Trying to keep the ball moving, as he was double teamed as soon as he obtained the pass, Bailey appeared back toward Whittenburg, that was approximately thirty feet away from the hoop near midcourt. Bailey threw what Whittenburg would later call a”poor fundamental” overhanded pass which Houston’s Benny Anders, guarding Whittenburg about the play, was in position to steal. At this point, Whittenburg hearkened back to his high school days with Morgan Wootten at DeMatha Catholic High School, where he was taught to always catch the basketball with both hands. If Whittenburg hadn’t attempted to do this in this case, Anders may have gotten the steal and a game-winning breakaway layup. In college basketball in the time, the game clock continued to run following a made field goal, and the Wolfpack probably wouldn’t have had time even to inbound the ball. Since it was, Anders knocked the ball from Whittenburg’s hands, but Whittenburg immediately regained control.

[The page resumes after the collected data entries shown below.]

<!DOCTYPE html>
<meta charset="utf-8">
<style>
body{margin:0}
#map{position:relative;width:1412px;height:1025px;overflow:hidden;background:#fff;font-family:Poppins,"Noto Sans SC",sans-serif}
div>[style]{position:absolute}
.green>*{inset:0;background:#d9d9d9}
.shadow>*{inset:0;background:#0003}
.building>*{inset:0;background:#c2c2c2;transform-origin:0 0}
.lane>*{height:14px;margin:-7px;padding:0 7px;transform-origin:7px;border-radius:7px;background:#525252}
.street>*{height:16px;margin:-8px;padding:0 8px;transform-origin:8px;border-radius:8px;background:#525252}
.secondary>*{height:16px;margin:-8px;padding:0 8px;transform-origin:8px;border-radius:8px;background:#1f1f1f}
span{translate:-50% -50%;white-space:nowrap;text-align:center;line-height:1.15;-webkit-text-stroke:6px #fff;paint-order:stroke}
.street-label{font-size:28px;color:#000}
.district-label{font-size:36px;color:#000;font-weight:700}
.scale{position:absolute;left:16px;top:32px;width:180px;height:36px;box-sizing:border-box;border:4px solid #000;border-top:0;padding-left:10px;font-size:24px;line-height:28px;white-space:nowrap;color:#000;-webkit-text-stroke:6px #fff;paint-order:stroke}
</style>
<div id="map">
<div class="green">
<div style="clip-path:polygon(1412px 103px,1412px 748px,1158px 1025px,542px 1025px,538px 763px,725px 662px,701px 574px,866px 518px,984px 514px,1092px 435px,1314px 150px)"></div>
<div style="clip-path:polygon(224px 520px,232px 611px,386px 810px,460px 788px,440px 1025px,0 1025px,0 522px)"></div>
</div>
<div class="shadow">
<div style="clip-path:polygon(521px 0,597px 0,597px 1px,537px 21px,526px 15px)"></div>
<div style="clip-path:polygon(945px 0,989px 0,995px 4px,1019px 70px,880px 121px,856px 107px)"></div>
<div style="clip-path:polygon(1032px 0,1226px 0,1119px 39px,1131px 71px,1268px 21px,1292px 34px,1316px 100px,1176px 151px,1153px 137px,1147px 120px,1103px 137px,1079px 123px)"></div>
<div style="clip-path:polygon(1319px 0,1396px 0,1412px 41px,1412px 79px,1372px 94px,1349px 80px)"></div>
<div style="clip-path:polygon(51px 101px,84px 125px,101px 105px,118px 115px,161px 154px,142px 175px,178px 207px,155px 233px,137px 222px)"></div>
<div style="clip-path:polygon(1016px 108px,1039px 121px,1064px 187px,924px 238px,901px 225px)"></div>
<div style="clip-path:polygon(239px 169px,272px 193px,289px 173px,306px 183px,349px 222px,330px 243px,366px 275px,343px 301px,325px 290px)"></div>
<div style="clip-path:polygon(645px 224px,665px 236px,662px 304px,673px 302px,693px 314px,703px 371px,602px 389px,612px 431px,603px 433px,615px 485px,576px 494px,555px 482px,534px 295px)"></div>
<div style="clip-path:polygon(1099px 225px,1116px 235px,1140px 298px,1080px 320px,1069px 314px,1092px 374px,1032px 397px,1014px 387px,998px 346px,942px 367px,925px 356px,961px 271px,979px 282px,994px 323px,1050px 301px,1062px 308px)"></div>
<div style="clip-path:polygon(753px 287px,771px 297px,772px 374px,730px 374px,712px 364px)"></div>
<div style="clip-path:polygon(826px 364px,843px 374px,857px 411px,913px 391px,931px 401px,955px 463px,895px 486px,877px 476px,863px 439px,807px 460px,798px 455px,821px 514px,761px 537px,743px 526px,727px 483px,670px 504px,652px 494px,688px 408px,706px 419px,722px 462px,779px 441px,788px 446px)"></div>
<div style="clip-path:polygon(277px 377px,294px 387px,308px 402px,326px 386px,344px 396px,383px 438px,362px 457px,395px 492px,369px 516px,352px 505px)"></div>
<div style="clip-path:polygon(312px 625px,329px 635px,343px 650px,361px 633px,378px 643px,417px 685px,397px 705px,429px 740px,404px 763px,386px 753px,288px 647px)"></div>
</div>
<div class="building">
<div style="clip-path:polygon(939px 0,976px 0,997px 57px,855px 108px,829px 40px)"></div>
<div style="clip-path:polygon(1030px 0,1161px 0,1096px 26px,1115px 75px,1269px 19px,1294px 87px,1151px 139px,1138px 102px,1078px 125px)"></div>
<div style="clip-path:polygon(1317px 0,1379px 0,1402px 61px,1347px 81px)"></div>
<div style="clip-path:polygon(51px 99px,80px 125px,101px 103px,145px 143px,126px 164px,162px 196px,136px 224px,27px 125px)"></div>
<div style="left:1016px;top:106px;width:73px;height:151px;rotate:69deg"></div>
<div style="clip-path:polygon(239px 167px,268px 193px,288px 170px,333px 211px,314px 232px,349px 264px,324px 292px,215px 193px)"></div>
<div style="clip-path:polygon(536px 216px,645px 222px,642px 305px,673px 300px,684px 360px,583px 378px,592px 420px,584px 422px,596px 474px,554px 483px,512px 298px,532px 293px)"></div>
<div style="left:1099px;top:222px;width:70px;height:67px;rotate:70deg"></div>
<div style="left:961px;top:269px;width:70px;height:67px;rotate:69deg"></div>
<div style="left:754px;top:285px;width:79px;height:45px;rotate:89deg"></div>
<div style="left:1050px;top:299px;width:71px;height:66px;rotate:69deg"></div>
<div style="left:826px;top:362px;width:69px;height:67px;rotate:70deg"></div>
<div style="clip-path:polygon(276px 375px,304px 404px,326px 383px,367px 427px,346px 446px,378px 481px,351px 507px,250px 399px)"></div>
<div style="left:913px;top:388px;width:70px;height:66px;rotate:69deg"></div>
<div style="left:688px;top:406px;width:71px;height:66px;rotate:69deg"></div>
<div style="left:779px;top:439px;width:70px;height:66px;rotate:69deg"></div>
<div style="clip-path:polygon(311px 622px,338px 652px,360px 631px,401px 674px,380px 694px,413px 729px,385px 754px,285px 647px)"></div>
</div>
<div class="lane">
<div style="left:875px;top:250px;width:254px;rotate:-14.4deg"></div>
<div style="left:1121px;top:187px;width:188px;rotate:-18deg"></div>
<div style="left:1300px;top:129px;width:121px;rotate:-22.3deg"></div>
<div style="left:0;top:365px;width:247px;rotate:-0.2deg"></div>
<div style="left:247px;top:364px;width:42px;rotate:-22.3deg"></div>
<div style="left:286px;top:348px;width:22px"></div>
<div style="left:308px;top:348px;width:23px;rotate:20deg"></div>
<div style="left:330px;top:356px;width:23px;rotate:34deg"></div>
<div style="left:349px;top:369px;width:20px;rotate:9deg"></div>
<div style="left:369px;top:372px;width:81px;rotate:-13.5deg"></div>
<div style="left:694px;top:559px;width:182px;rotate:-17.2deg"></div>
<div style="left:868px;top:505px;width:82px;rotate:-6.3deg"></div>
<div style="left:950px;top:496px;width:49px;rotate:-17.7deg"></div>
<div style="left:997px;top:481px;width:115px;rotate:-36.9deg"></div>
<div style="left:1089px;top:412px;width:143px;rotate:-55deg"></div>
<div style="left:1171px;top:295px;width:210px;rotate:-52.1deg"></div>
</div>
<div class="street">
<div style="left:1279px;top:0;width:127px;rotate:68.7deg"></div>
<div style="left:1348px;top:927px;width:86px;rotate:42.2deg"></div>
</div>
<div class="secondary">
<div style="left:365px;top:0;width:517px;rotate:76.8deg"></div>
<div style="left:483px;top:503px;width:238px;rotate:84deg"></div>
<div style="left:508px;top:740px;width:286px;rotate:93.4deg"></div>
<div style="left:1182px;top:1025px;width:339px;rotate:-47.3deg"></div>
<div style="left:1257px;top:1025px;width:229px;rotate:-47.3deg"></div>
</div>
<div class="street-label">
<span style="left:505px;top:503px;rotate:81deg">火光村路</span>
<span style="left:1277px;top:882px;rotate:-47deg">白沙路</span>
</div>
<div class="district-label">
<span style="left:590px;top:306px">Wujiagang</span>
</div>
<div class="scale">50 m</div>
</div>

The clock, meanwhile, had ticked down to five seconds and Whittenburg was still standing a significant distance from the goal. Once he regained command, Whittenburg turned and started a desperation shot, later claimed by Whittenburg for a pass, to try and win the game for NC State. The shot’s trajectory took it on the front of the basket at which Olajuwon was covering Wolfpack centre Lorenzo Charles. As he watched the shooter, Olajuwon said he understood the shooter was going to come up short but he also did not wish to select the ball too early due to the prospect of goaltending. Charles took advantage of the indecision by Olajuwon and proceeded up for the air balland, in 1 motion, he scored the go-ahead points using a two-handed dunk. The last second ticked off the clock before Houston could inbound the ball, and with that, the match ended, and the Wolfpack were the national champions.